Revision as of 23:43, 17 October 2013

This XQuery Module contains a single function to parse CSV input. CSV (comma-separated values) is a popular representation for tabular data, exported e. g. from Excel.

Conventions

All functions in this module are assigned to the http://basex.org/modules/csv namespace, which is statically bound to the csv prefix.
All errors are assigned to the http://basex.org/errors namespace, which is statically bound to the bxerr prefix.

Rules

Version 7.7.2: the conversion rules have been updated and aligned with the JSON parser.

CSV is converted to XML as follows:

  1. The resulting XML document has a <csv/> root elements.
  2. Rows are represented via <record/> elements.
  3. Fields are represented via <entry/> elements. The value of a field is represented as text node.
  4. If the header option is set to true, the first text line is parsed as table header, and the entry elements are replaced with the field names:
    1. Empty names are represented by a single underscore (_), and characters that are not valid in element names are replaced with underscores.
    2. If the lax option is set to false, invalid characters will be rewritten to an underscore and the character’s four-digit Unicode, and underscores will be represented as two underscores (__). The resulting element names may be less readable, but can always be converted back to the original field names.
  5. If format is set to attributes, field names will be stored in name attributes.

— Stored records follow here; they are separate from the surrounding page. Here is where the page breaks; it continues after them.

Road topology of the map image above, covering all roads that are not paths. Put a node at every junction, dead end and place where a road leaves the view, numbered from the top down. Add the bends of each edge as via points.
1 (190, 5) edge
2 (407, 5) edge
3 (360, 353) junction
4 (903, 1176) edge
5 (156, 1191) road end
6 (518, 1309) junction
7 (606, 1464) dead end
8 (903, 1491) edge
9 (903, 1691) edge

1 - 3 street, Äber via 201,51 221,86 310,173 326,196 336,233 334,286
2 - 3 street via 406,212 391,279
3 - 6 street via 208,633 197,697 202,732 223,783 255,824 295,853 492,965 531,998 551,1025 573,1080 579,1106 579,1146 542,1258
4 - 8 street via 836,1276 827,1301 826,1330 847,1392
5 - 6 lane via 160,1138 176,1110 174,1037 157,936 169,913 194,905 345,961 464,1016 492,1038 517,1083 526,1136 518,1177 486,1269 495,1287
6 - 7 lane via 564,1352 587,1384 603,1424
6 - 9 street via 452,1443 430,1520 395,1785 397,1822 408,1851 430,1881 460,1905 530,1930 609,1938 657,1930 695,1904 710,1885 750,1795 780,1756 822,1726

If the JSON parser is selected in the Database Creation dialog of the GUI, a simple example is displayed to show the effects of the available options.

Functions

csv:parse

Signatures csv:parse($input as xs:string) as element(csv)
csv:parse($input as xs:string, $options as item()) as element(csv)
Summary Converts the CSV data specified by $input to XML, and returns the result as element(csv) value.
The $options argument can be used to control the way the input is converted. The following options are available:
  • separator defines the character which separates columns in a row. By default, this is a comma (,).
  • header specifies if the input contains a header row. The default value is false.

Options can either be specified

  • as children of an <csv:options/> element; e.g.:
<csv:options>
  <csv:separator value=';'/>
  ...
</csv:options>
  • or as map, which contains all key/value pairs:
{ 'separator' : ';', ... }
Errors BXCS0001: the input cannot be converted.
BXCS0003: the specified separator must be a single character.

csv:serialize

Signatures csv:serialize($input as node(), $options as item()) as xs:string
Summary Serializes the node specified by $input as CSV data, and returns the result as xs:string.
XML documents can also be serialized as CSV if the Serialization Option method is set to csv.
The $options argument can be used to control the way the node is serialized. The following options are available:
  • separator defines the character which separates columns in a row. By default, this is a comma (,).
  • header specifies if the input element names are to be interpreted as header names. The default value is false.

Options can either be specified

  • as children of an <csv:options/> element; e.g.:
<csv:options>
  <csv:separator value=';'/>
  ...
</csv:options>
  • or as map, which contains all key/value pairs:
{ 'separator' : ';', ... }
Errors BXCS0002: the input cannot be serialized.
BXCS0003: the specified separator must be a single character.

Errors

Code Description
BXCS0001 The input cannot be converted.
BXCS0002 The node cannot be serialized.
BXCS0001 The specified separator must be a single character.

Changelog

The module was introduced with Version 7.7.2.